Soll die Stadt das “Casablanca” retten?
16. März 2009 von cur
Es ist klein, ein bisschen dunkel – und sehr charmant: das „Casablanca“. Dem kleinen Südstadtkino droht das Aus. Zum 1. April will der Betreiber Wolfram Weber, der auch das Cinecittà, die Meisengeige und das Metropolis sein Eigen nennt, das Kino schließen. Diese Pläne stießen bei vielen „Casa“-Fans auf Entsetzen; es gründete sich die „Interessengemeinschaft (IG) Casa“. Sie will das Kino von Weber übernehmen. Weber wollte dafür eine Ablösesumme von 50.000 Euro, reduzierte seine Forderung indes auf 33.000 Euro. Das ist immer noch zuviel, findet die „IG Casa“ – maximal 15.000 Euro soll Weber von ihr bekommen. Das sei immer noch mehr als das marode Inventar eigentlich wert sei.
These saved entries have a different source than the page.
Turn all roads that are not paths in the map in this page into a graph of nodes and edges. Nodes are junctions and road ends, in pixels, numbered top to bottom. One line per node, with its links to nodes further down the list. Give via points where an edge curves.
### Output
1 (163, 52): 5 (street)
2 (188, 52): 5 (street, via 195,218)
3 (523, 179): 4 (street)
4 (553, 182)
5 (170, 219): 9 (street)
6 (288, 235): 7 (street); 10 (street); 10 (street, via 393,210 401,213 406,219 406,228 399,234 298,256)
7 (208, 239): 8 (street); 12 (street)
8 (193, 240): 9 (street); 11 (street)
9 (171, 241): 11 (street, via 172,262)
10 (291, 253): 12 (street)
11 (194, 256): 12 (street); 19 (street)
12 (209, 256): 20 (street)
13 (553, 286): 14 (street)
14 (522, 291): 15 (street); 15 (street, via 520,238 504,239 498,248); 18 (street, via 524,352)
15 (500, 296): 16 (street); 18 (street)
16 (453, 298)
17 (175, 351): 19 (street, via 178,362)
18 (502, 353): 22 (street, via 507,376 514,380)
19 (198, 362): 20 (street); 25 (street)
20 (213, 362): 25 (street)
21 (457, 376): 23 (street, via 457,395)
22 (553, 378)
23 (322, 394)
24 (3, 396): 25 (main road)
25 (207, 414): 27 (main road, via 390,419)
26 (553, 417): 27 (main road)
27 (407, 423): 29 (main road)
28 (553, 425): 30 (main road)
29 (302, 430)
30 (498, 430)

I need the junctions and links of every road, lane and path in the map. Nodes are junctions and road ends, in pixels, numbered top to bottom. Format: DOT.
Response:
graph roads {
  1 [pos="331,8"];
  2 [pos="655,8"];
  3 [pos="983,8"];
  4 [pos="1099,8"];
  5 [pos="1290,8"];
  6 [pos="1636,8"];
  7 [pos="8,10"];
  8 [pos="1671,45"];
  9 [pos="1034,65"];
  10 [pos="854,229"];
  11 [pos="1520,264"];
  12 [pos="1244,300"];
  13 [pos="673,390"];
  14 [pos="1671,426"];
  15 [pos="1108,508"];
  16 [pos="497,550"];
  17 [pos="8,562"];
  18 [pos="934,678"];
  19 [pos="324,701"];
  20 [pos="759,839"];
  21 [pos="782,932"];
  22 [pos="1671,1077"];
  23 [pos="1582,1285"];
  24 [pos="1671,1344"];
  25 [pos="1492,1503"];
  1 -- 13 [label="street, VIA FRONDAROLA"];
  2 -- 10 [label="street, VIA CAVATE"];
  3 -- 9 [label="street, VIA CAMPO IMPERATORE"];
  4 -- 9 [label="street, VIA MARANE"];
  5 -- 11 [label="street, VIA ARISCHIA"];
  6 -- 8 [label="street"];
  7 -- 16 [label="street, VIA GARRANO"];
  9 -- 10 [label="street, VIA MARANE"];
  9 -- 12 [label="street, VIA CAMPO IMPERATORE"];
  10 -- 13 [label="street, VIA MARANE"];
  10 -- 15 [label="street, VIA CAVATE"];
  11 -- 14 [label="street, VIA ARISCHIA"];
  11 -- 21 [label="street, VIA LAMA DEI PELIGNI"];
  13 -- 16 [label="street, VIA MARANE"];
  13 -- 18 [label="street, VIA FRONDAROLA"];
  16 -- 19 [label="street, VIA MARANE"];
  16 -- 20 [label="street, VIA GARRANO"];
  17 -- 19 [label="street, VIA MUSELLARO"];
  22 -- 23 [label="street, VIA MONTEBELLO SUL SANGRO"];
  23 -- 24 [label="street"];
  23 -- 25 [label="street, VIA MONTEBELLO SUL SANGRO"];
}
Um Geld zusammen zu tragen, hat die IG ein Spendenkonto eingerichtet, ein Verein soll gegründet werden. Die Hausgemeinschaft will investieren, ein Filmkunsttheater soll das „Casa“ werden. Auch zwei mögliche Betreiber sind schon gefunden, darunter die Theaterregisseurin Tina Geißinger. Alle Beteiligten sind enthusiastisch, wissen aber auch, dass die Übernahmen mit hohen wirtschaftlichen Risiken verbunden ist.
Die Interessengemeinschaft ist derzeit aber vor allem von der Stadt enttäuscht. Die Stadt solle sich für die Rettung des „Casablanca“ stark machen; schließlich trage das Kino zur kulturellen Vielfalt Nürnbergs bei.
Die Stadt hat sich bisher nicht zu der Problematik geäußert. Sie hält sich auffallend zurück, bedenkt man, dass sie Wolfram Weber einst äußerst günstige Konditionen verschaffte, damit er seine großen Kinos bauen konnte. Aber vielleicht will sich die Stadt nur den guten Gewerbesteuerzahler nicht verprellen?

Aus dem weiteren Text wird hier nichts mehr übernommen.